The project aims to develop fully-recyclable food packaging with enhanced gas barrier properties and new functionalities using high performance coatings. Within the project’s objective, project partners will be using active coatings in films and trays as an alternative to current metallised and modified atmospheric packaging (MAP), which can entail complex and expensive recycling steps.

Specifically, polyglycolic acid (PGA) is going to be combined with modified silica oxide in order to formulate a hybrid coating with oxygen and water vapour barrier properties. Furthermore, a new PLA grade from corn wastes will be developed, with better water vapour barrier values than commercial grades. These developments are going to be combined in order to create recyclable packages for chicken, cereals and snacks.

The project REFUCOAT involves 12 partners and is funded by the European Union, through the program H2020 programme.

For more information read Aimplas press release or visit the project’s website.

29 January 2018

Dutch event stresses the importance of biobased standards

On the 18th of January 2018, NEN and PIANOo have organised a roundtable to discuss how 'standards' can support bio-based public procurement. The event was organised as part of the InnProBio project.

Participants, mainly from national and local Dutch public authorities, were invited to share their knowledge, experiences and ideas on the topic. Different certification schemes were discussed and procurers concluded it should be up to the procuring entity to apply the most appropriate criteria, for example, based on percentage of bio-based content, sustainability of biomass, a product’s biodegradability.

Building on the Province of Zeeland’s experience of purchasing biobased products , particular attention was given to the European Committee for Standardization (CEN) Technical specifications, such as the EN 16785-1:2015, relating to methods for determining bio-based content and EN 16575, defining common terminology to biobased products. Participants felt these standards can help set up criteria for biobased products. On the other hand, some participants raised the issue of using these standards for new materials. They also raised that they find it challenging to apply existing standards and regulations to newly developed materials.

The results of the roundtable/dialogue will form part of the recommendations of the InnProBio project to the European commission to further stimulate bio-based procurement.

24 January 2018

Latvian Government publishes the Bioeconomy Strategy 2030

The Bioeconomy Strategy 2030 aims to develop Latvian bioeconomy and makes Latvia the first EU-13 Member state to publish a national bioeconomy strategy.

The main strategy’s goals include the creation of jobs in the sector; an increase on the value added of products deriving from the bioeconomy market to €3,8 billion and an increase of the value of bioeconomy production exports to €9 billion, to be achieved by 2030.

Various stakeholders, such as research institutes and working groups made up by members from different Latvian Ministries (e.g. Ministry of Economics, Ministry of Environmental Protection and Regional Development) were involved in the development of the Strategy. A strong cooperation was developed with the Nordic Council of Ministers’ Office in Latvia.

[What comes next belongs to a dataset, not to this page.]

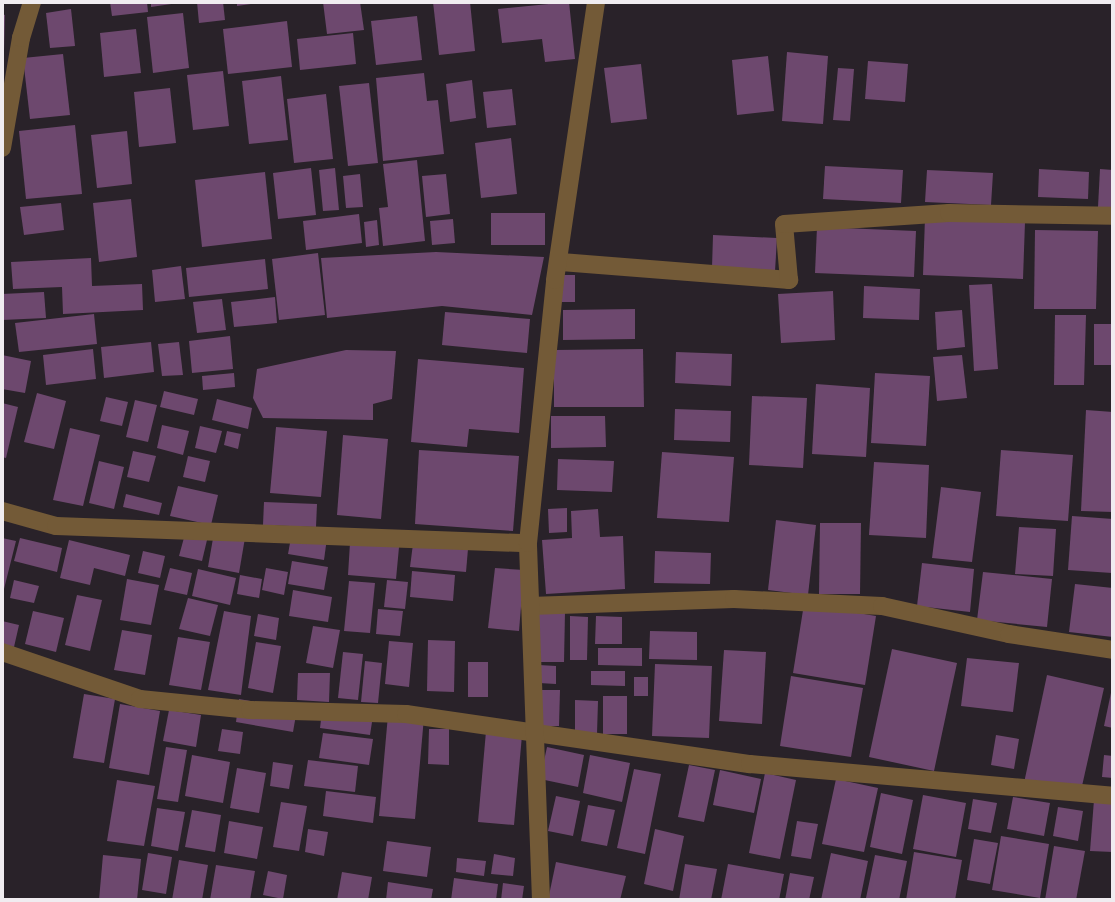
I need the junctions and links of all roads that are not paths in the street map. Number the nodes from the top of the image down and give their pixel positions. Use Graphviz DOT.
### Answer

The Strategy encourages Latvian ministries to take into account the strategy’s recommendations in policy planning and writing, including for EU and other funding instruments, such as the Rural Development Programme 2021-2027 and other State Research Programmes.

You can read the Strategy and the Informative Report (In Latvian) on the Government’s website.

19 January 2018

European Commission publishes new strategy on plastic production and pollution

The European Commission presented on the 16th January 2017 a strategy on how the EU intends to approach plastic production and pollution over the next decade and beyond.

According to its new Plastics Strategy, the EU executive will work to ensure that all plastic packaging placed on the internal market is either reusable or easily recyclable by 2030. By the same year, the Commission hopes that more than a half of all plastic waste will be recycled, thanks to new effective waste collection programmes.

The strategy also recognizes the vital role of taxation and public procurement in supporting transition and steering investments. It affirms The European Commission will work to integrate recycled content in Green Public Procurement criteria.

For more information read the Plastic Strategy or visit article.

10 January 2018

New article sheds light on issues around bioplastics and their sustainability

A recent article has been issued focusing on issues around the real environmental impacts and life cycle of bioplastics. The article in fact considers bioplastics’ biodegradability, the side effects of bioplastics’ production, such as land use, and highlights other problems such as the materials’ discard and dismantle. The article also presents a few new types of biodegradable bioplastics being at the moment studied and developed.

Considering the estimated 9 million tons of trash entering the oceans every year, some argue bioplastics are to be considered a solution to plastic pollution. The often-cited advantages of bioplastics are reduced use of fossil fuel resources, a smaller carbon footprint, and faster decomposition.

However, the article stresses the importance of considering the materials’ life cycle. Bioplastics, in fact, can result in greater amounts of pollutants, due to the fertilizers and pesticides used for their production, can contribute more to ozone depletion and require extensive land use. Not only, but in order to biodegrade bioplastics, high temperature industrial composting facilities are required and not all cities have the infrastructure to deal with this.

The study concludes by mentioning a few new types of bioplastics under study, such as biodegradable bioplastic deriving from wastewater and solid waste and biodegradable bioplastics produced from organic waste such as food waste and crop residue.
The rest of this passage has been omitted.